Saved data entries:
=== Begin Enclosure ===

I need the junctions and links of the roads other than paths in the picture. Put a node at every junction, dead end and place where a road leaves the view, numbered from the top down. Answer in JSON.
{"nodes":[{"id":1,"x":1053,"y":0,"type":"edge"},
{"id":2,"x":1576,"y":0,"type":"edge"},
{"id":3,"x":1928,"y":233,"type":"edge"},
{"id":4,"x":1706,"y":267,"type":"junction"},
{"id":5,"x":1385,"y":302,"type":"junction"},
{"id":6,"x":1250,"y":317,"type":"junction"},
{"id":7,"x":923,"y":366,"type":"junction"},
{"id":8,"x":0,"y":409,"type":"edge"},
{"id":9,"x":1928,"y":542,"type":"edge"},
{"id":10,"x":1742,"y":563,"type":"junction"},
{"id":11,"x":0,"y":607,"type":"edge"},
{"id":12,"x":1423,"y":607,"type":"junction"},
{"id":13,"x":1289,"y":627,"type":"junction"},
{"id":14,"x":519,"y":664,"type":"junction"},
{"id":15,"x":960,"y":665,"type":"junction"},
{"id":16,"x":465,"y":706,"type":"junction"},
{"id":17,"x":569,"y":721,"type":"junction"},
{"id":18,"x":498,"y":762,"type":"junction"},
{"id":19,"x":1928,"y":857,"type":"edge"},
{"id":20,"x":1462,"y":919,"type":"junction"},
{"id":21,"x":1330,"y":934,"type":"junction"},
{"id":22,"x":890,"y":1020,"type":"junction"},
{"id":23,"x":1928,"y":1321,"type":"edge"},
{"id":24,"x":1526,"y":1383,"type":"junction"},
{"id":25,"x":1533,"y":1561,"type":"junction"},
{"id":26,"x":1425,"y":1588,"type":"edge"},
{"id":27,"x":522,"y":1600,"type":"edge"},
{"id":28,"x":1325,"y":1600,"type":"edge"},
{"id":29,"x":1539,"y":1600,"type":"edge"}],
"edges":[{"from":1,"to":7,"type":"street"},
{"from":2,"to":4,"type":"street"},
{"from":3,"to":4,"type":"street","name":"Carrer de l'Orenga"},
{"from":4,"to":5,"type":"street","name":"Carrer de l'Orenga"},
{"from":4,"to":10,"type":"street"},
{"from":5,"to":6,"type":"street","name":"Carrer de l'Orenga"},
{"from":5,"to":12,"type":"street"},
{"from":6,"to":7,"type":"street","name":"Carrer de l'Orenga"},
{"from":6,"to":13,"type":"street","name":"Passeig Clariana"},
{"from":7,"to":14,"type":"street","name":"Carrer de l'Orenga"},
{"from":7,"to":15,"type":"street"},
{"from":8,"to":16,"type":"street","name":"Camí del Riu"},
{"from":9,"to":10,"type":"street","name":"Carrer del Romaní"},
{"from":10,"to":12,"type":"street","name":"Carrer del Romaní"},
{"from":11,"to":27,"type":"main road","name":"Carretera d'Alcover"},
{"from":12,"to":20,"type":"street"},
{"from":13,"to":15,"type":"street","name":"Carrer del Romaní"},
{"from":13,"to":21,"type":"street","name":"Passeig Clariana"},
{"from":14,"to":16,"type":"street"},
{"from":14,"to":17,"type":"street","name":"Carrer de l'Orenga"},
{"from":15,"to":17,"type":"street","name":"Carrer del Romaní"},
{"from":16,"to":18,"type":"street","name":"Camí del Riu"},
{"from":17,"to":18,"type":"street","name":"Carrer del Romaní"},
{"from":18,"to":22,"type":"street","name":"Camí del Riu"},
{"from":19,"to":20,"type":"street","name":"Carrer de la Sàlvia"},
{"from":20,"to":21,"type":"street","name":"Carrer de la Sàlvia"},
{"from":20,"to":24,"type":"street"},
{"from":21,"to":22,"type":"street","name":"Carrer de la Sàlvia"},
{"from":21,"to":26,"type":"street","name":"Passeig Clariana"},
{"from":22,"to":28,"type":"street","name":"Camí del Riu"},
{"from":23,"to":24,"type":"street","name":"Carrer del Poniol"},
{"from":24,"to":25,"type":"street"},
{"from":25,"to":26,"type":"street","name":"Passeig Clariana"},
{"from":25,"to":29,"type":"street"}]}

=== End Enclosure ===

Brief: Each record above is to be returned verbatim.

Worked solution:
I need the junctions and links of the roads other than paths in the picture. Put a node at every junction, dead end and place where a road leaves the view, numbered from the top down. Answer in JSON.
{"nodes":[{"id":1,"x":1053,"y":0,"type":"edge"},
{"id":2,"x":1576,"y":0,"type":"edge"},
{"id":3,"x":1928,"y":233,"type":"edge"},
{"id":4,"x":1706,"y":267,"type":"junction"},
{"id":5,"x":1385,"y":302,"type":"junction"},
{"id":6,"x":1250,"y":317,"type":"junction"},
{"id":7,"x":923,"y":366,"type":"junction"},
{"id":8,"x":0,"y":409,"type":"edge"},
{"id":9,"x":1928,"y":542,"type":"edge"},
{"id":10,"x":1742,"y":563,"type":"junction"},
{"id":11,"x":0,"y":607,"type":"edge"},
{"id":12,"x":1423,"y":607,"type":"junction"},
{"id":13,"x":1289,"y":627,"type":"junction"},
{"id":14,"x":519,"y":664,"type":"junction"},
{"id":15,"x":960,"y":665,"type":"junction"},
{"id":16,"x":465,"y":706,"type":"junction"},
{"id":17,"x":569,"y":721,"type":"junction"},
{"id":18,"x":498,"y":762,"type":"junction"},
{"id":19,"x":1928,"y":857,"type":"edge"},
{"id":20,"x":1462,"y":919,"type":"junction"},
{"id":21,"x":1330,"y":934,"type":"junction"},
{"id":22,"x":890,"y":1020,"type":"junction"},
{"id":23,"x":1928,"y":1321,"type":"edge"},
{"id":24,"x":1526,"y":1383,"type":"junction"},
{"id":25,"x":1533,"y":1561,"type":"junction"},
{"id":26,"x":1425,"y":1588,"type":"edge"},
{"id":27,"x":522,"y":1600,"type":"edge"},
{"id":28,"x":1325,"y":1600,"type":"edge"},
{"id":29,"x":1539,"y":1600,"type":"edge"}],
"edges":[{"from":1,"to":7,"type":"street"},
{"from":2,"to":4,"type":"street"},
{"from":3,"to":4,"type":"street","name":"Carrer de l'Orenga"},
{"from":4,"to":5,"type":"street","name":"Carrer de l'Orenga"},
{"from":4,"to":10,"type":"street"},
{"from":5,"to":6,"type":"street","name":"Carrer de l'Orenga"},
{"from":5,"to":12,"type":"street"},
{"from":6,"to":7,"type":"street","name":"Carrer de l'Orenga"},
{"from":6,"to":13,"type":"street","name":"Passeig Clariana"},
{"from":7,"to":14,"type":"street","name":"Carrer de l'Orenga"},
{"from":7,"to":15,"type":"street"},
{"from":8,"to":16,"type":"street","name":"Camí del Riu"},
{"from":9,"to":10,"type":"street","name":"Carrer del Romaní"},
{"from":10,"to":12,"type":"street","name":"Carrer del Romaní"},
{"from":11,"to":27,"type":"main road","name":"Carretera d'Alcover"},
{"from":12,"to":20,"type":"street"},
{"from":13,"to":15,"type":"street","name":"Carrer del Romaní"},
{"from":13,"to":21,"type":"street","name":"Passeig Clariana"},
{"from":14,"to":16,"type":"street"},
{"from":14,"to":17,"type":"street","name":"Carrer de l'Orenga"},
{"from":15,"to":17,"type":"street","name":"Carrer del Romaní"},
{"from":16,"to":18,"type":"street","name":"Camí del Riu"},
{"from":17,"to":18,"type":"street","name":"Carrer del Romaní"},
{"from":18,"to":22,"type":"street","name":"Camí del Riu"},
{"from":19,"to":20,"type":"street","name":"Carrer de la Sàlvia"},
{"from":20,"to":21,"type":"street","name":"Carrer de la Sàlvia"},
{"from":20,"to":24,"type":"street"},
{"from":21,"to":22,"type":"street","name":"Carrer de la Sàlvia"},
{"from":21,"to":26,"type":"street","name":"Passeig Clariana"},
{"from":22,"to":28,"type":"street","name":"Camí del Riu"},
{"from":23,"to":24,"type":"street","name":"Carrer del Poniol"},
{"from":24,"to":25,"type":"street"},
{"from":25,"to":26,"type":"street","name":"Passeig Clariana"},
{"from":25,"to":29,"type":"street"}]}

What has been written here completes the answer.